··· RECORDED INFORMATION
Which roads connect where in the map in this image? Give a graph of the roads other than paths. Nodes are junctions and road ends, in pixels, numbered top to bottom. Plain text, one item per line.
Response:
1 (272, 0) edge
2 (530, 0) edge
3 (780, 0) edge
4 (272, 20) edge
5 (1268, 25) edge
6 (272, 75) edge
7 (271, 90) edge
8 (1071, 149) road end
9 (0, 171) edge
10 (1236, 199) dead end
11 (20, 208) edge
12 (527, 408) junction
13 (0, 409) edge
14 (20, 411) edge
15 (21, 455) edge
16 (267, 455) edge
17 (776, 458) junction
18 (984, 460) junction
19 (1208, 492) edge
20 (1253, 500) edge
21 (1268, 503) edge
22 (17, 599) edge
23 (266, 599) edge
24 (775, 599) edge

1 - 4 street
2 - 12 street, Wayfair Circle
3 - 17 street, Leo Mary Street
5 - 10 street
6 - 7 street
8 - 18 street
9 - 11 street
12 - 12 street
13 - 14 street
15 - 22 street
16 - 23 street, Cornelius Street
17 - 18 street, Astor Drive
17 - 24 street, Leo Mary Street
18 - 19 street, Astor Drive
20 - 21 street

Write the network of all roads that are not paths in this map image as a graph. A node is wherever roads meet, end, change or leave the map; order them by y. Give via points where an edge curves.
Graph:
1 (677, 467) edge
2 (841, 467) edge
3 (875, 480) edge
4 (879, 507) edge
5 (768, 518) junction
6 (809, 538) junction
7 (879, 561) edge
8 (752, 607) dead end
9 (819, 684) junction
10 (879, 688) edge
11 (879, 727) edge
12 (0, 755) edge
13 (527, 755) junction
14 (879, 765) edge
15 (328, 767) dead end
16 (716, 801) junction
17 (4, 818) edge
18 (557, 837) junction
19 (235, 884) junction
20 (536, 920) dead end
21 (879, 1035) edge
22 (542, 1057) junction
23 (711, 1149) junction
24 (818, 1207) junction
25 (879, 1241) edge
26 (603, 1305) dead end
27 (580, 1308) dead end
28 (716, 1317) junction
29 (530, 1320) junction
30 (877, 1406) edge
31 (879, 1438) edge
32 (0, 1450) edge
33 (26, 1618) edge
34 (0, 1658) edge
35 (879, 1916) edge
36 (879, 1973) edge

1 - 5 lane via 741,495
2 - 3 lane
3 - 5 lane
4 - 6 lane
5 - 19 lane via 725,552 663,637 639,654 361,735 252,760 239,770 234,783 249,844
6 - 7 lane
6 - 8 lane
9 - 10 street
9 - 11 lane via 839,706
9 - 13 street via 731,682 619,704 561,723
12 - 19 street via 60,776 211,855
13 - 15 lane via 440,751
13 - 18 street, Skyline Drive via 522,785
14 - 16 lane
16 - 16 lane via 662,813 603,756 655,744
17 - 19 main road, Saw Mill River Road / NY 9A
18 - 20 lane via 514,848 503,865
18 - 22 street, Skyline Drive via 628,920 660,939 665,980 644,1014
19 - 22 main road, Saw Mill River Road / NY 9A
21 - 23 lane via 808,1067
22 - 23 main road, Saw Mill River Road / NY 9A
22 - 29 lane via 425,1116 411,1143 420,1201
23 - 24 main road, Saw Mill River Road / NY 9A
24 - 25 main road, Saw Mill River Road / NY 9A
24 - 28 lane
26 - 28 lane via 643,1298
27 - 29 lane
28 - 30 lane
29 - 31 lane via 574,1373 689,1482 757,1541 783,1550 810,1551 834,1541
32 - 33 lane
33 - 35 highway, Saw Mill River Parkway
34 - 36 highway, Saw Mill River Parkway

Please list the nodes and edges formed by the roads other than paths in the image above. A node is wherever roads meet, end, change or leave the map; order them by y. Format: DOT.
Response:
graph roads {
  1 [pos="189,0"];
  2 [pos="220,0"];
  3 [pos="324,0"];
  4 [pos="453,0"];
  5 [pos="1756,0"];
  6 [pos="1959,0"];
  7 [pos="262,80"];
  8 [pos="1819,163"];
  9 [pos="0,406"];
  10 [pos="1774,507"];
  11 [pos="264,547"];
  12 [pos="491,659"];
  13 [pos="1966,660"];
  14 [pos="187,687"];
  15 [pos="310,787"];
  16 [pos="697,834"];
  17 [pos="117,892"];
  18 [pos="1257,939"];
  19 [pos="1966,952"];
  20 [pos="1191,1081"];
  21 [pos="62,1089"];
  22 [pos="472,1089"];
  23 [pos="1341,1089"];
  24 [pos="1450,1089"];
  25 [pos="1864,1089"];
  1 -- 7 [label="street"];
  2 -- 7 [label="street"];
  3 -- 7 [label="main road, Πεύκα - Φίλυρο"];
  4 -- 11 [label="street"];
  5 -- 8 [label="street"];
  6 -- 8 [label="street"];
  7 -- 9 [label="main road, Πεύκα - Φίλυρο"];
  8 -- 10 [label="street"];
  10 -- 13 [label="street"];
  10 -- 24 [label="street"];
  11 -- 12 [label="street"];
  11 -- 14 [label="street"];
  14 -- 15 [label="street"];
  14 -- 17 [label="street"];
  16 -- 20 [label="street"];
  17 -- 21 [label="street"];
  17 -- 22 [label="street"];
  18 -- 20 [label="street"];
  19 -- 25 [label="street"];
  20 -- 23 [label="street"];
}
······
Please return every line from the first one in the records above down to the line containing "Write the network", including both, exactly as written and nothing more.

TASK RESULT:
Which roads connect where in the map in this image? Give a graph of the roads other than paths. Nodes are junctions and road ends, in pixels, numbered top to bottom. Plain text, one item per line.
Response:
1 (272, 0) edge
2 (530, 0) edge
3 (780, 0) edge
4 (272, 20) edge
5 (1268, 25) edge
6 (272, 75) edge
7 (271, 90) edge
8 (1071, 149) road end
9 (0, 171) edge
10 (1236, 199) dead end
11 (20, 208) edge
12 (527, 408) junction
13 (0, 409) edge
14 (20, 411) edge
15 (21, 455) edge
16 (267, 455) edge
17 (776, 458) junction
18 (984, 460) junction
19 (1208, 492) edge
20 (1253, 500) edge
21 (1268, 503) edge
22 (17, 599) edge
23 (266, 599) edge
24 (775, 599) edge

1 - 4 street
2 - 12 street, Wayfair Circle
3 - 17 street, Leo Mary Street
5 - 10 street
6 - 7 street
8 - 18 street
9 - 11 street
12 - 12 street
13 - 14 street
15 - 22 street
16 - 23 street, Cornelius Street
17 - 18 street, Astor Drive
17 - 24 street, Leo Mary Street
18 - 19 street, Astor Drive
20 - 21 street

Write the network of all roads that are not paths in this map image as a graph. A node is wherever roads meet, end, change or leave the map; order them by y. Give via points where an edge curves.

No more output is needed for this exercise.